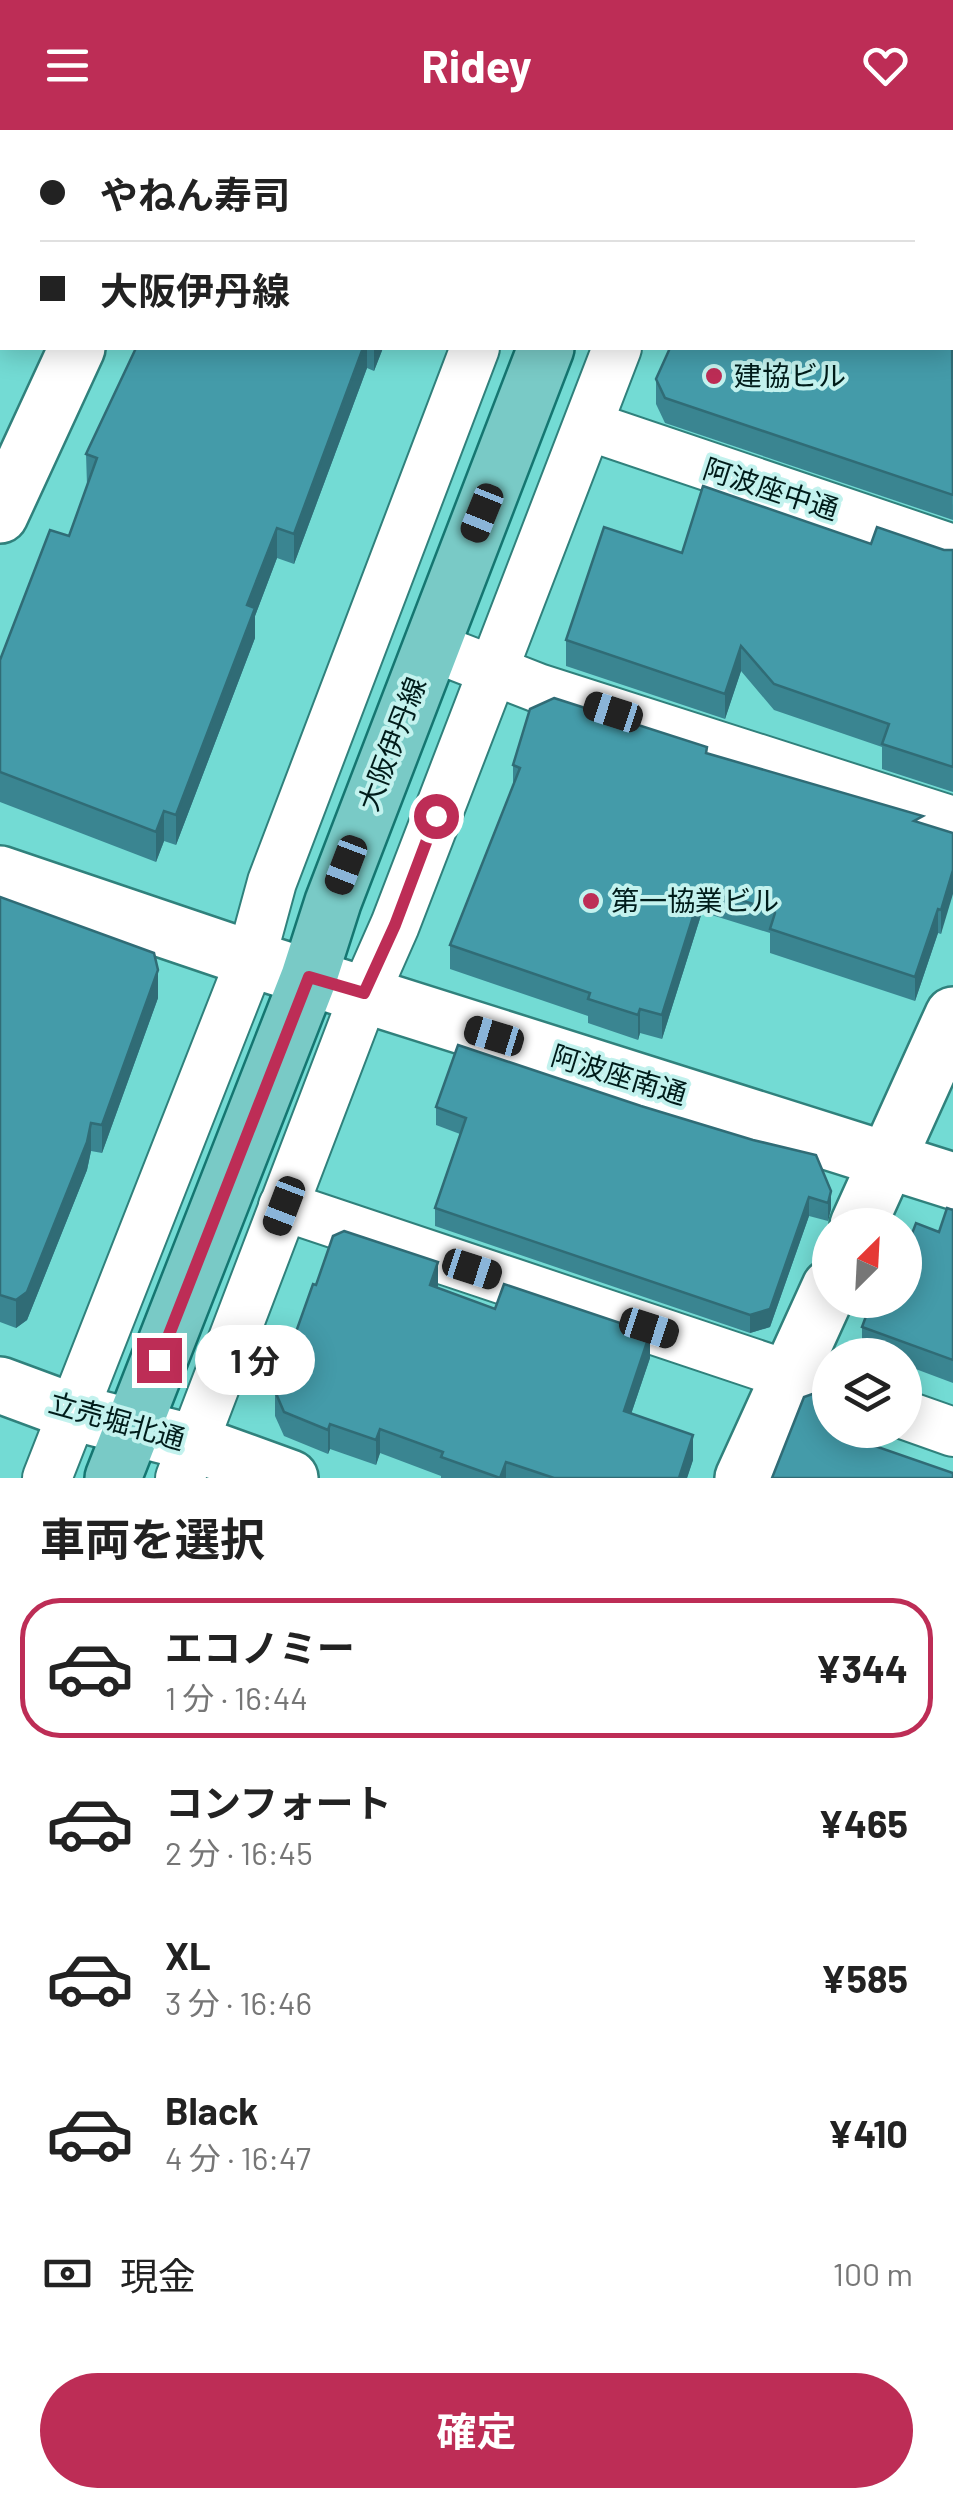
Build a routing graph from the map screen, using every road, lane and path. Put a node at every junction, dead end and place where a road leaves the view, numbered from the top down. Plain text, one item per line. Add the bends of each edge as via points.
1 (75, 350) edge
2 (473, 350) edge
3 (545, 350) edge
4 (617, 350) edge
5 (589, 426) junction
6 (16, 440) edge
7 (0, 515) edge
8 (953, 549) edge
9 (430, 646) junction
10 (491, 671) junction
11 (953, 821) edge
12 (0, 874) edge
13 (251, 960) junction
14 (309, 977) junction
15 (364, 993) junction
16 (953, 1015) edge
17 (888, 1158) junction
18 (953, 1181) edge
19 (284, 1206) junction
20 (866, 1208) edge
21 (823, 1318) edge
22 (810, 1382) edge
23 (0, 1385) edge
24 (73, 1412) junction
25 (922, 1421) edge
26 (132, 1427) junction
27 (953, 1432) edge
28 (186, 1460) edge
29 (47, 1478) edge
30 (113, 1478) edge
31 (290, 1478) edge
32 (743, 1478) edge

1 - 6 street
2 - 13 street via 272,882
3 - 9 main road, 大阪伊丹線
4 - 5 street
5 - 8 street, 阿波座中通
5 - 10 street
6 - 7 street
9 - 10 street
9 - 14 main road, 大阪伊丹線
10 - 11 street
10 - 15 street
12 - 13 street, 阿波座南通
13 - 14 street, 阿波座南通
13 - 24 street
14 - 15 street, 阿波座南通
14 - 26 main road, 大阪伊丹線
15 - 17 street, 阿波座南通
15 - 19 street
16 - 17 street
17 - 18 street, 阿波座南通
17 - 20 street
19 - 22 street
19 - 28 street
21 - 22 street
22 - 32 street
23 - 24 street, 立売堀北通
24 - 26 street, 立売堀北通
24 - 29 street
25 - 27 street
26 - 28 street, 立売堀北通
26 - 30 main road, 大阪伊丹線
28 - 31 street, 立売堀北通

What to work on =
Every entry must be transcribed exactly. Pictures do not belong in the copy.

Your solution =
Build a routing graph from the map screen, using every road, lane and path. Put a node at every junction, dead end and place where a road leaves the view, numbered from the top down. Plain text, one item per line. Add the bends of each edge as via points.
1 (75, 350) edge
2 (473, 350) edge
3 (545, 350) edge
4 (617, 350) edge
5 (589, 426) junction
6 (16, 440) edge
7 (0, 515) edge
8 (953, 549) edge
9 (430, 646) junction
10 (491, 671) junction
11 (953, 821) edge
12 (0, 874) edge
13 (251, 960) junction
14 (309, 977) junction
15 (364, 993) junction
16 (953, 1015) edge
17 (888, 1158) junction
18 (953, 1181) edge
19 (284, 1206) junction
20 (866, 1208) edge
21 (823, 1318) edge
22 (810, 1382) edge
23 (0, 1385) edge
24 (73, 1412) junction
25 (922, 1421) edge
26 (132, 1427) junction
27 (953, 1432) edge
28 (186, 1460) edge
29 (47, 1478) edge
30 (113, 1478) edge
31 (290, 1478) edge
32 (743, 1478) edge

1 - 6 street
2 - 13 street via 272,882
3 - 9 main road, 大阪伊丹線
4 - 5 street
5 - 8 street, 阿波座中通
5 - 10 street
6 - 7 street
9 - 10 street
9 - 14 main road, 大阪伊丹線
10 - 11 street
10 - 15 street
12 - 13 street, 阿波座南通
13 - 14 street, 阿波座南通
13 - 24 street
14 - 15 street, 阿波座南通
14 - 26 main road, 大阪伊丹線
15 - 17 street, 阿波座南通
15 - 19 street
16 - 17 street
17 - 18 street, 阿波座南通
17 - 20 street
19 - 22 street
19 - 28 street
21 - 22 street
22 - 32 street
23 - 24 street, 立売堀北通
24 - 26 street, 立売堀北通
24 - 29 street
25 - 27 street
26 - 28 street, 立売堀北通
26 - 30 main road, 大阪伊丹線
28 - 31 street, 立売堀北通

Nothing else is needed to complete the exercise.